-- Task objective --
Copy each line containing the word "Santo" from the records that follow, please.

[[ Provided data open ]]

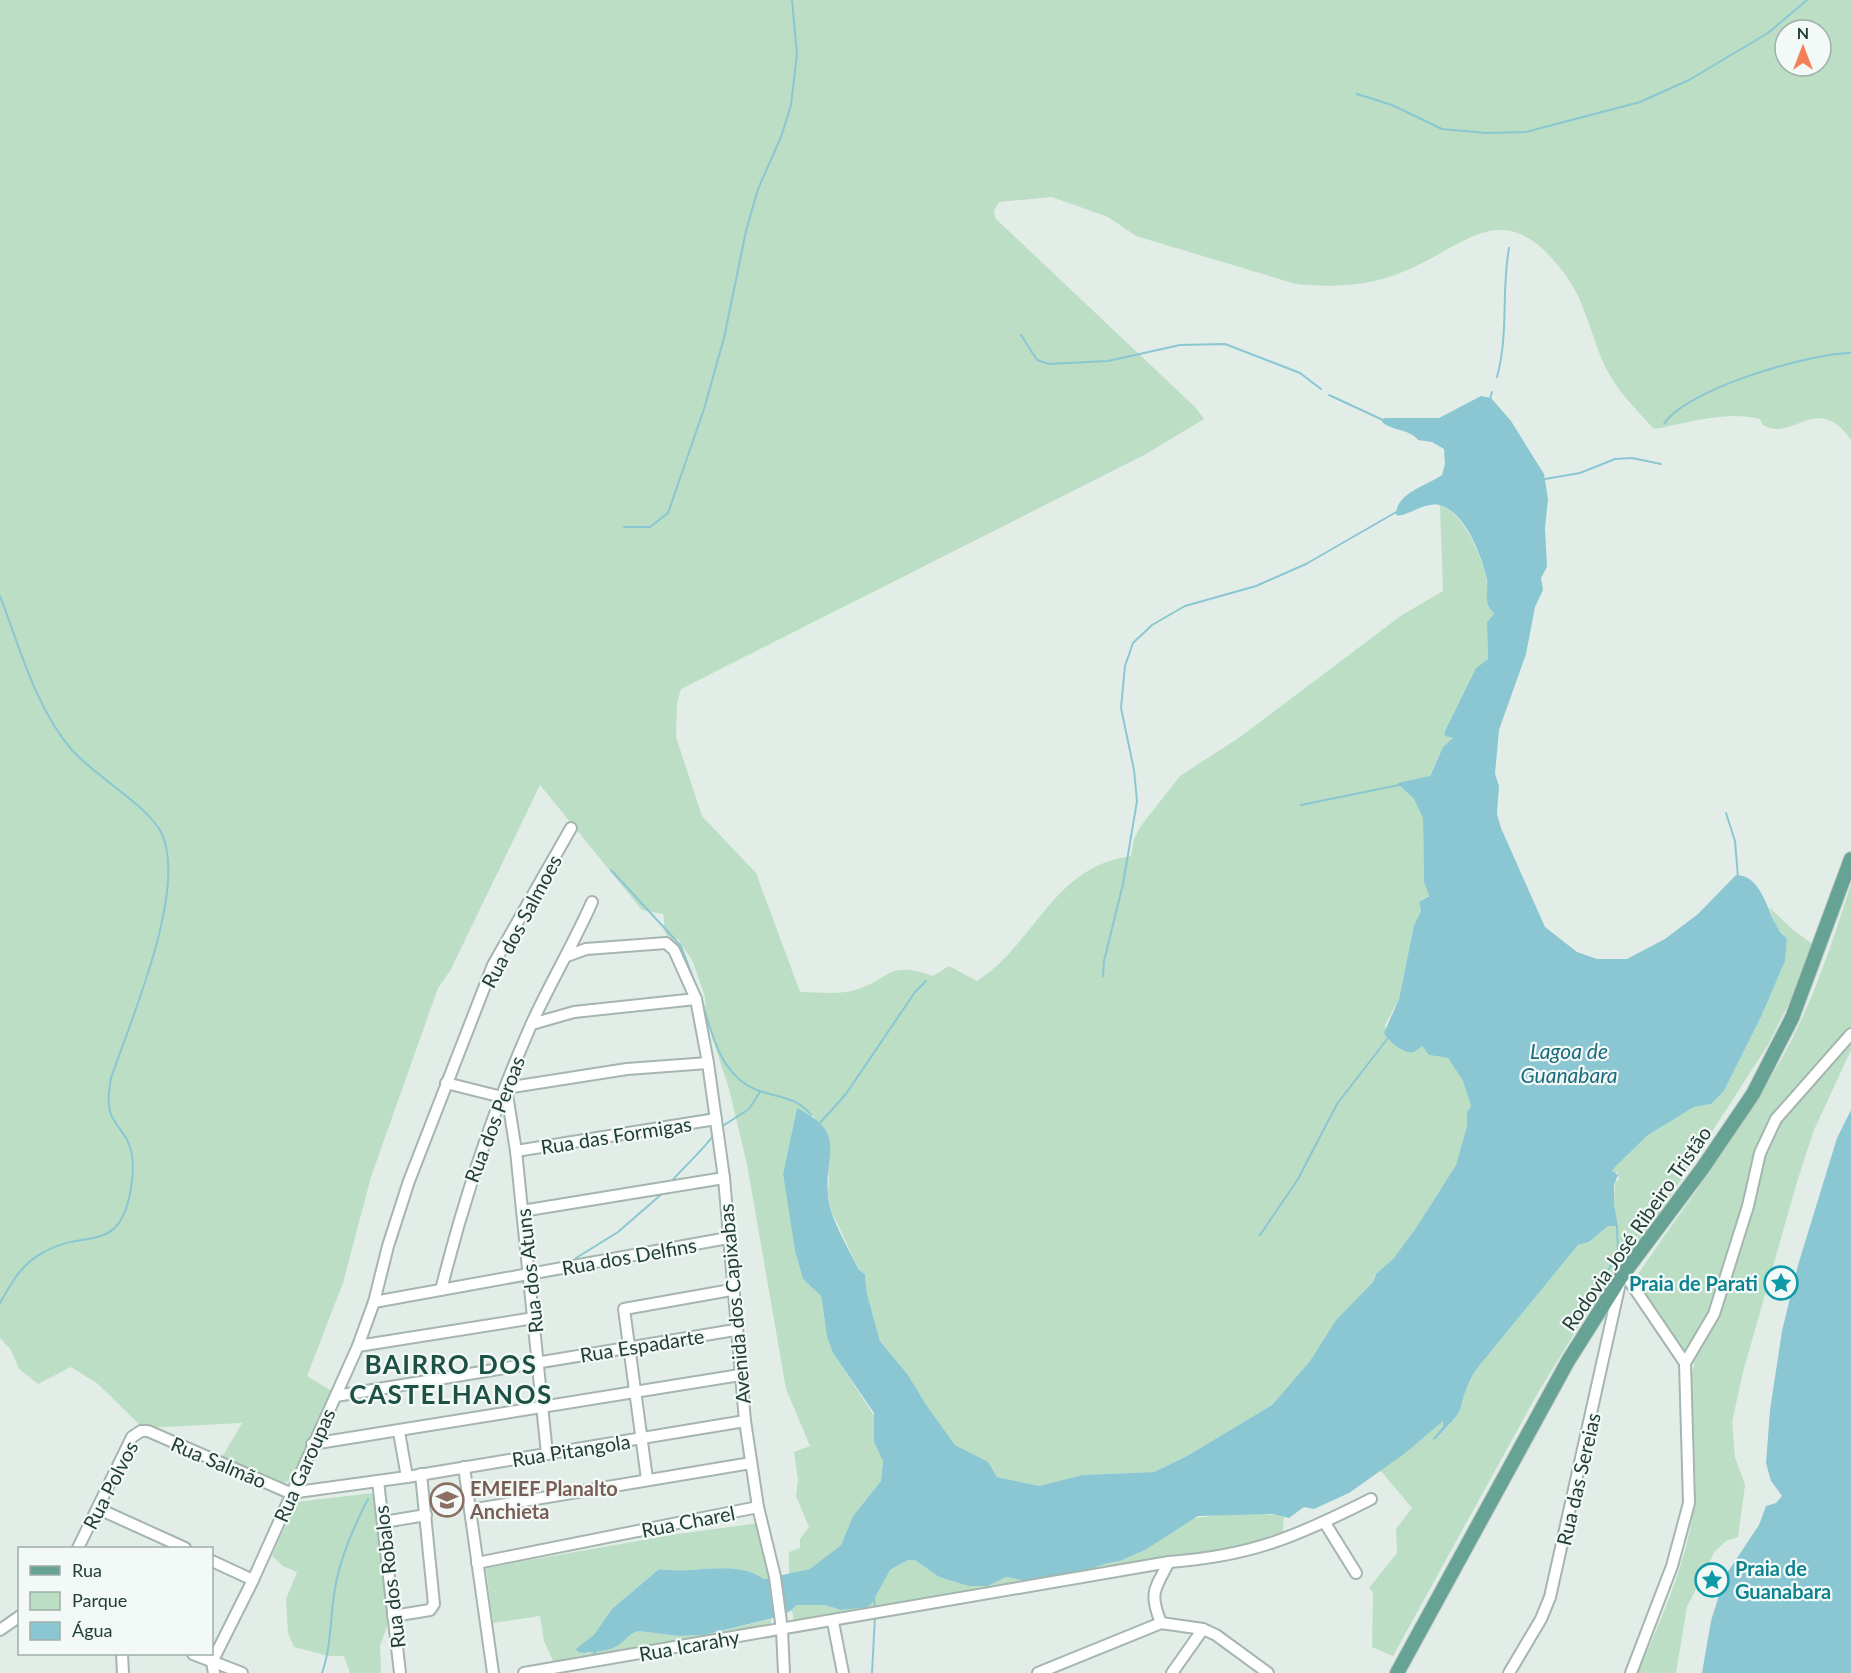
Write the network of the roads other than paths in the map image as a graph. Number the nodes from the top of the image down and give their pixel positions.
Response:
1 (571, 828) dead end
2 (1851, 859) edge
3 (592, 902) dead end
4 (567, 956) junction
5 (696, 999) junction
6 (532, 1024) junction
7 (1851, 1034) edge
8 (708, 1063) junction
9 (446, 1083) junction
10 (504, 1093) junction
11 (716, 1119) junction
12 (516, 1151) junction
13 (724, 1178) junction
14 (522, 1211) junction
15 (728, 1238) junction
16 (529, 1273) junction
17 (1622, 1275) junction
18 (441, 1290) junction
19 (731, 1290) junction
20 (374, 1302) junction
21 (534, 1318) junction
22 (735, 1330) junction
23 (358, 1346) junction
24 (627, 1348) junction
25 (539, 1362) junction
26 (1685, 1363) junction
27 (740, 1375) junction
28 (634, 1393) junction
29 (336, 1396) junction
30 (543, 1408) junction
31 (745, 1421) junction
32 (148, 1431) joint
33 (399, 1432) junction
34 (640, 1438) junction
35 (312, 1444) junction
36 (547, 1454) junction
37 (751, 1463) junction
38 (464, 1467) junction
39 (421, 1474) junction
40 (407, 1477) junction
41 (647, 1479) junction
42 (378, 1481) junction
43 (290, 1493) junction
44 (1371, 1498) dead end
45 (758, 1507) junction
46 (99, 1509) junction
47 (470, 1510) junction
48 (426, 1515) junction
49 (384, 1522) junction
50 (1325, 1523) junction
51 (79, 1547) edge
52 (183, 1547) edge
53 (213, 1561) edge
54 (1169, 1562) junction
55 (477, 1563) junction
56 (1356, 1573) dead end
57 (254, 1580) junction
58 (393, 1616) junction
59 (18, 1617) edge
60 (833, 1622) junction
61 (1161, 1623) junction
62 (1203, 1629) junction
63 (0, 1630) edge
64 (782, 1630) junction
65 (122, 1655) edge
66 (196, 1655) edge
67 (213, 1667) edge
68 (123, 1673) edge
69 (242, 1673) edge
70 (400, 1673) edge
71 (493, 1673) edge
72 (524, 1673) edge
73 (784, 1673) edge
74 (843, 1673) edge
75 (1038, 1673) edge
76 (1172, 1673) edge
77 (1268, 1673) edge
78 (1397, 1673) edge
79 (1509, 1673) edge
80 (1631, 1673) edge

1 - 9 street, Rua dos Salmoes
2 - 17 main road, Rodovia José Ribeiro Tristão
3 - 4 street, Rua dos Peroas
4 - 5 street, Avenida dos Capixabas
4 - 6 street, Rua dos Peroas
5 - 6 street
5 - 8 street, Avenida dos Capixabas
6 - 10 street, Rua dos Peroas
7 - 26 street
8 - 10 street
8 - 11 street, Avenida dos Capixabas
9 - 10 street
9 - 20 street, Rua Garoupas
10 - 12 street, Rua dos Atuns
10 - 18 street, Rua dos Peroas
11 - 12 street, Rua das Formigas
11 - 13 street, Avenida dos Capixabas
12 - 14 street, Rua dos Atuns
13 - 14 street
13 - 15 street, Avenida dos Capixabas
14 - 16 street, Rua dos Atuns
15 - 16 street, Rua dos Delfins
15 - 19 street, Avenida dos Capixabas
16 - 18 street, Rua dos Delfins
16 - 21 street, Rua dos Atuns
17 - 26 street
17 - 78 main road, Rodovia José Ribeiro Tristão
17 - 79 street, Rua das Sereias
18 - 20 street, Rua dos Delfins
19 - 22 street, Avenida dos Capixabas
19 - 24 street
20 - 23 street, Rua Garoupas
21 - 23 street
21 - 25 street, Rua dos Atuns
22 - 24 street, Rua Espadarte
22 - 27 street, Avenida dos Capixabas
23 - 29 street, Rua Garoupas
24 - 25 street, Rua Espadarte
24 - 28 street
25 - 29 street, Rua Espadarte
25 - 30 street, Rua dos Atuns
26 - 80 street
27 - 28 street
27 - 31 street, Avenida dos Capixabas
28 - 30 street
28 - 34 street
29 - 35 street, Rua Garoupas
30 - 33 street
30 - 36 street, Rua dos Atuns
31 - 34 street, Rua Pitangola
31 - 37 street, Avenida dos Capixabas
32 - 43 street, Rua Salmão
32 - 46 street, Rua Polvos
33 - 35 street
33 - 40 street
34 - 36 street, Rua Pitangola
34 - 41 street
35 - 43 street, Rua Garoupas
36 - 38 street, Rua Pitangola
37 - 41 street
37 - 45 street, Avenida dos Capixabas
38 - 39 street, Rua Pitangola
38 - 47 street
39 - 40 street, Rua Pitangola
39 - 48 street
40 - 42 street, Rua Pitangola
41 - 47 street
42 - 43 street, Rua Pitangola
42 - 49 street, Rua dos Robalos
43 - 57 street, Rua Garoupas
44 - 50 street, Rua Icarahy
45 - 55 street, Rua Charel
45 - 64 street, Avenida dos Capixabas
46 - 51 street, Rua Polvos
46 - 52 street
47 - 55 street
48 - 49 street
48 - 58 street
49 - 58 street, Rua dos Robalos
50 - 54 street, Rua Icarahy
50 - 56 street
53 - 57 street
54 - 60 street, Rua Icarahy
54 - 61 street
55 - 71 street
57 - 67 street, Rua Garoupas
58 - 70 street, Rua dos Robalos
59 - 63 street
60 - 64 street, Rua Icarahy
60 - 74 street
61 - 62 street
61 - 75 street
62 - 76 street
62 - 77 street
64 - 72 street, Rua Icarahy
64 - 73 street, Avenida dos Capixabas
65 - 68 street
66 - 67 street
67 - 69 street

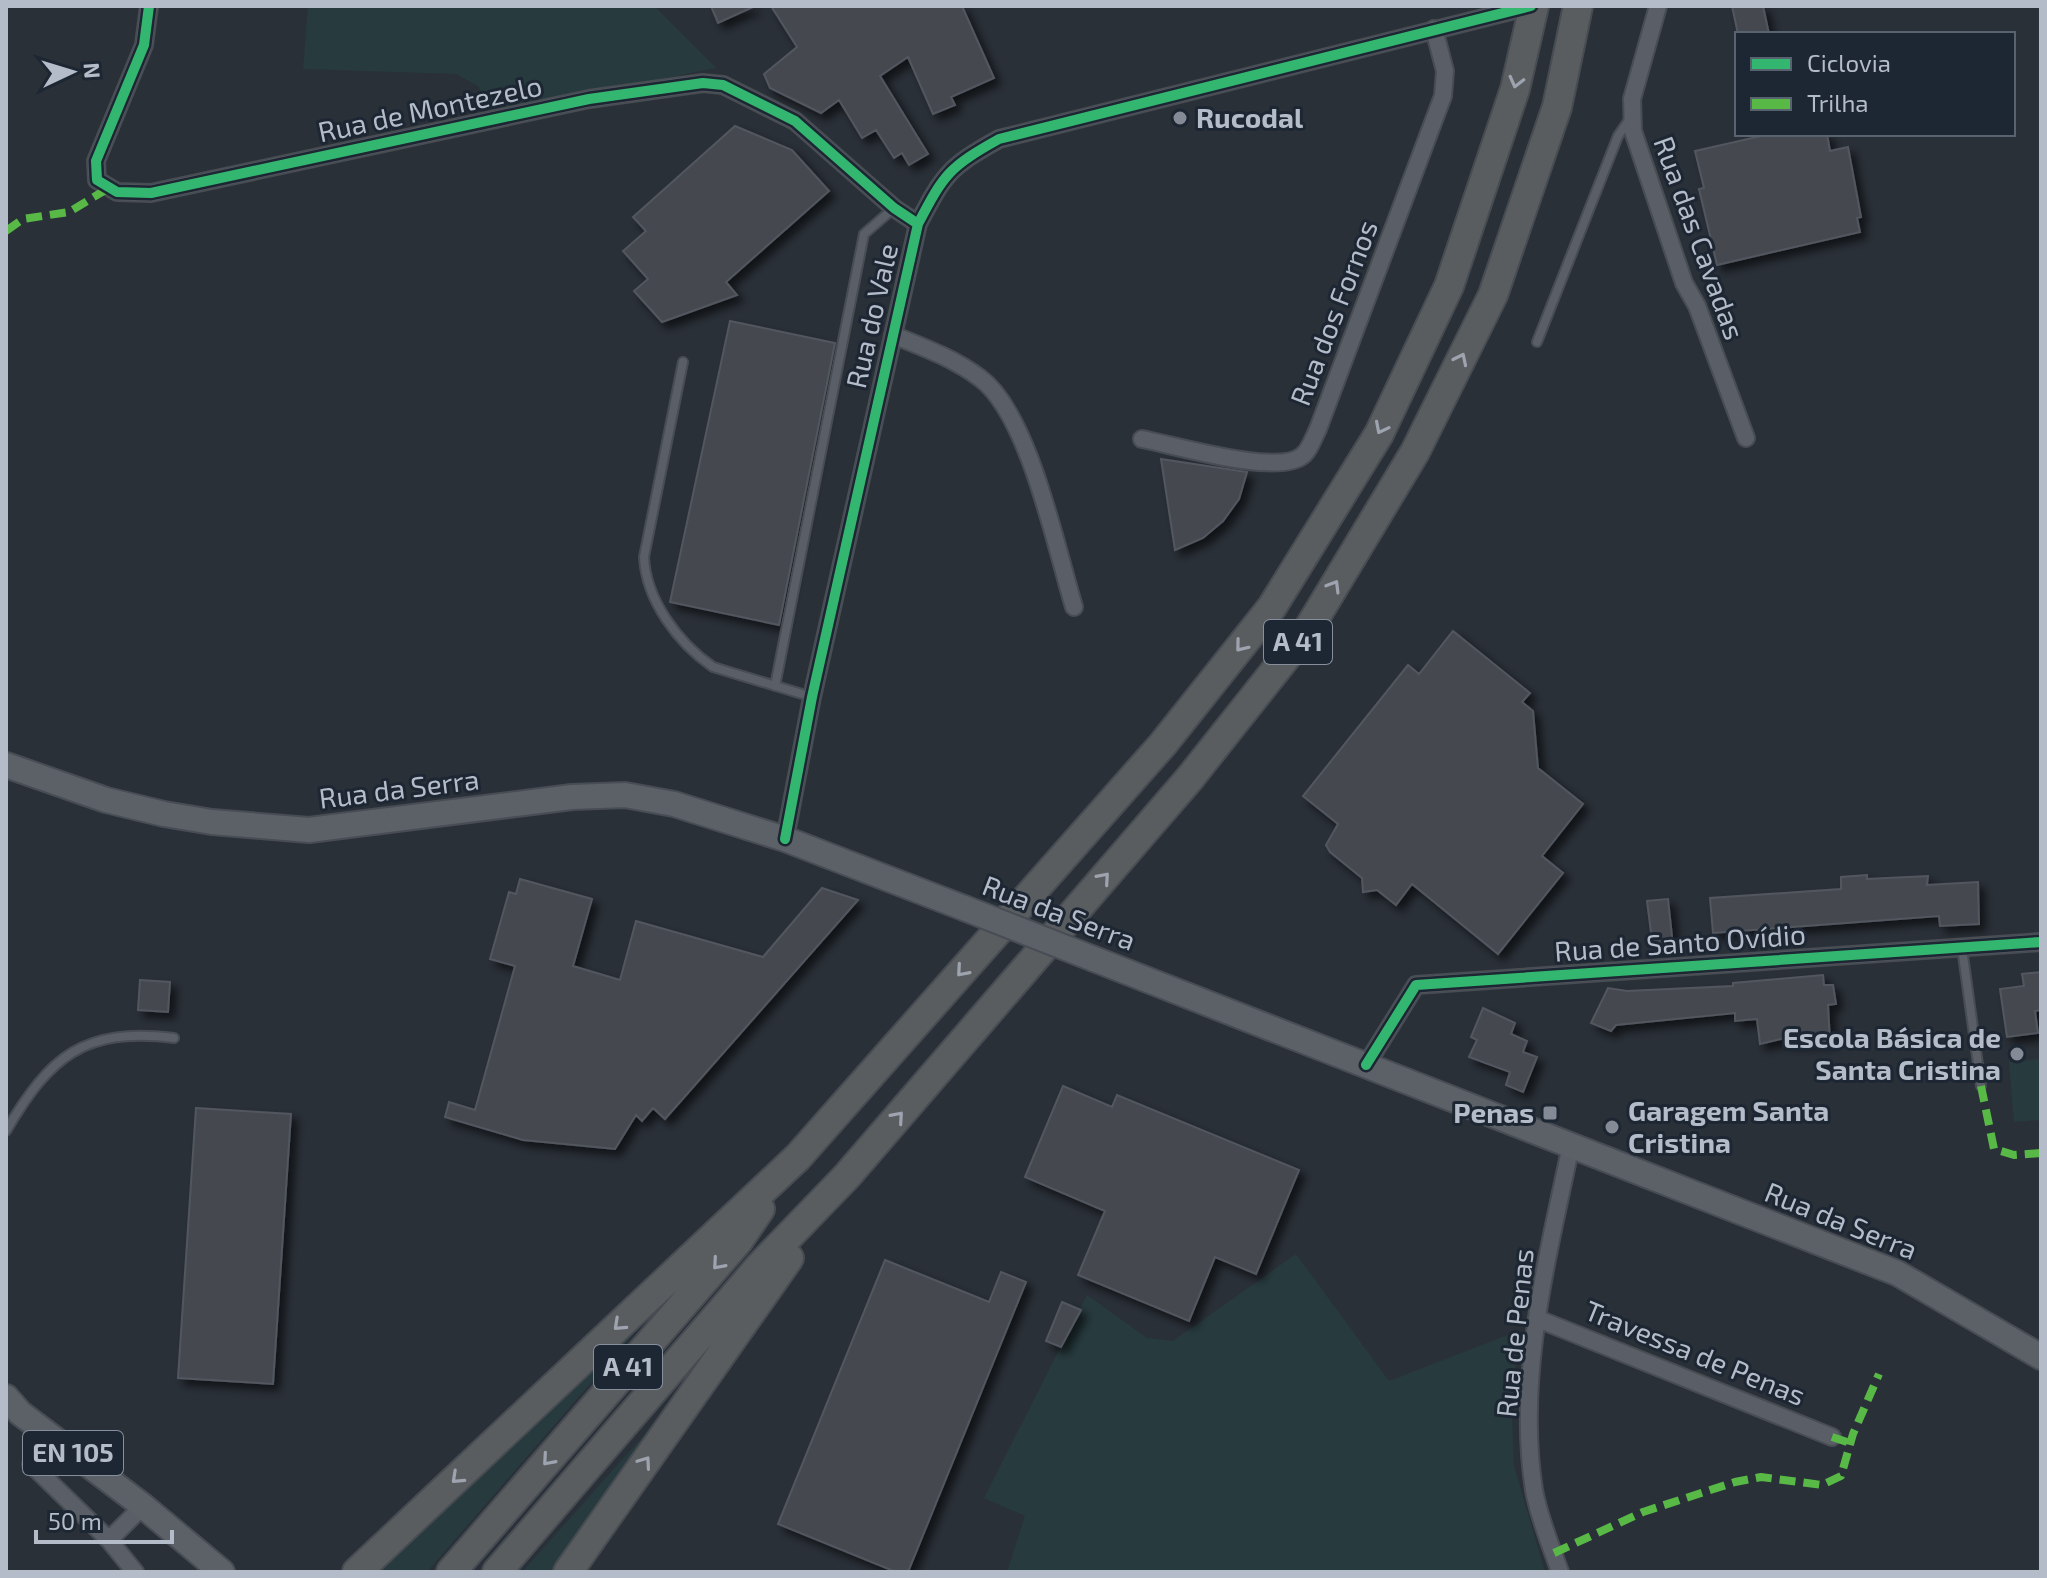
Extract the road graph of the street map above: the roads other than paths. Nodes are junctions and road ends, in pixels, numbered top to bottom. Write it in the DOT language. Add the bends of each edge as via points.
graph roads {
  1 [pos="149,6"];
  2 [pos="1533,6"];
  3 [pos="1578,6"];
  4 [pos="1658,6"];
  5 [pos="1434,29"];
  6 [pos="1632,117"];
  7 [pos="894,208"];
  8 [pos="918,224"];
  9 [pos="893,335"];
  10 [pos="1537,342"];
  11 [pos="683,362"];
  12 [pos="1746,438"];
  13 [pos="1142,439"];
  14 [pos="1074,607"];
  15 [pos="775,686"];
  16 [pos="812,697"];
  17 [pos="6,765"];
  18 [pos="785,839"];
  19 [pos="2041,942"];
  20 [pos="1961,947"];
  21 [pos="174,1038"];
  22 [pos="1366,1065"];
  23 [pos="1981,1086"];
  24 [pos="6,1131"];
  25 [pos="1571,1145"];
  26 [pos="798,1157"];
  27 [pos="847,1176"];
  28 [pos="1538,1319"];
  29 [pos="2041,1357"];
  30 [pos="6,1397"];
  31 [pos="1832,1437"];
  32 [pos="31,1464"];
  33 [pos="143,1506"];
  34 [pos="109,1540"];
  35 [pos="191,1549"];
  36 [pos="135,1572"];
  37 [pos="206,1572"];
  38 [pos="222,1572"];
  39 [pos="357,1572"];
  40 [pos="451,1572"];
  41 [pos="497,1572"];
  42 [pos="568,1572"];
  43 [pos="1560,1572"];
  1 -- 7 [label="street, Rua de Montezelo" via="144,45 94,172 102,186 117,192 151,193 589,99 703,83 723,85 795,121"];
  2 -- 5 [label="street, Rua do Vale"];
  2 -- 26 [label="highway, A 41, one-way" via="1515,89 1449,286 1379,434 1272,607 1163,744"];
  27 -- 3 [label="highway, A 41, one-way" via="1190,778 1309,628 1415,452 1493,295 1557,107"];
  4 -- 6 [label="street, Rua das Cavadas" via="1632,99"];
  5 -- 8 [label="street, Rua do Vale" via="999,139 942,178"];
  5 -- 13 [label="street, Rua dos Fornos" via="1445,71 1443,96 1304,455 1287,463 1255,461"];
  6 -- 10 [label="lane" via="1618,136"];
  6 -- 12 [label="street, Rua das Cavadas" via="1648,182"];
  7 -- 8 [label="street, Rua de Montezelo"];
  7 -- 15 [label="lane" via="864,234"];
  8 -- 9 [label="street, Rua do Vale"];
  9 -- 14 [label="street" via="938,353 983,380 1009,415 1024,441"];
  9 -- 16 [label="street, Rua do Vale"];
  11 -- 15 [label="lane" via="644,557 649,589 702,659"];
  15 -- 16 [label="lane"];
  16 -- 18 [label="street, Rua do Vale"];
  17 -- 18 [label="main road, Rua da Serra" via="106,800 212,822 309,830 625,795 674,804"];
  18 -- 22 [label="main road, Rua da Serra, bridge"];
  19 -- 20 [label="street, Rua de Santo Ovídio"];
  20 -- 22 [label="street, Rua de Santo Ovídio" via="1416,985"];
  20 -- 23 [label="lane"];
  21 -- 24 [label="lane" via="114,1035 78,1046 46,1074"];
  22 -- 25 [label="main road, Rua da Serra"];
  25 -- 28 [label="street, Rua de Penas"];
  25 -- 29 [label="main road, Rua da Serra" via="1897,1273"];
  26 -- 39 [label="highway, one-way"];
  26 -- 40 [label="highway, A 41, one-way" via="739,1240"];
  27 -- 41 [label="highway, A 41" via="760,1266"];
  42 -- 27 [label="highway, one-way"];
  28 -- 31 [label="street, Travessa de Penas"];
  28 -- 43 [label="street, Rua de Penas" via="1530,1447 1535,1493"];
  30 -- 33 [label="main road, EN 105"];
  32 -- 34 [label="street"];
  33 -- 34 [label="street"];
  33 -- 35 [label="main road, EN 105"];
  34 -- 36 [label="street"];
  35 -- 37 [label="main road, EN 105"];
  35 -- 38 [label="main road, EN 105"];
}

[[ Provided data closed ]]

-- Exercise response --
  19 -- 20 [label="street, Rua de Santo Ovídio"];
  20 -- 22 [label="street, Rua de Santo Ovídio" via="1416,985"];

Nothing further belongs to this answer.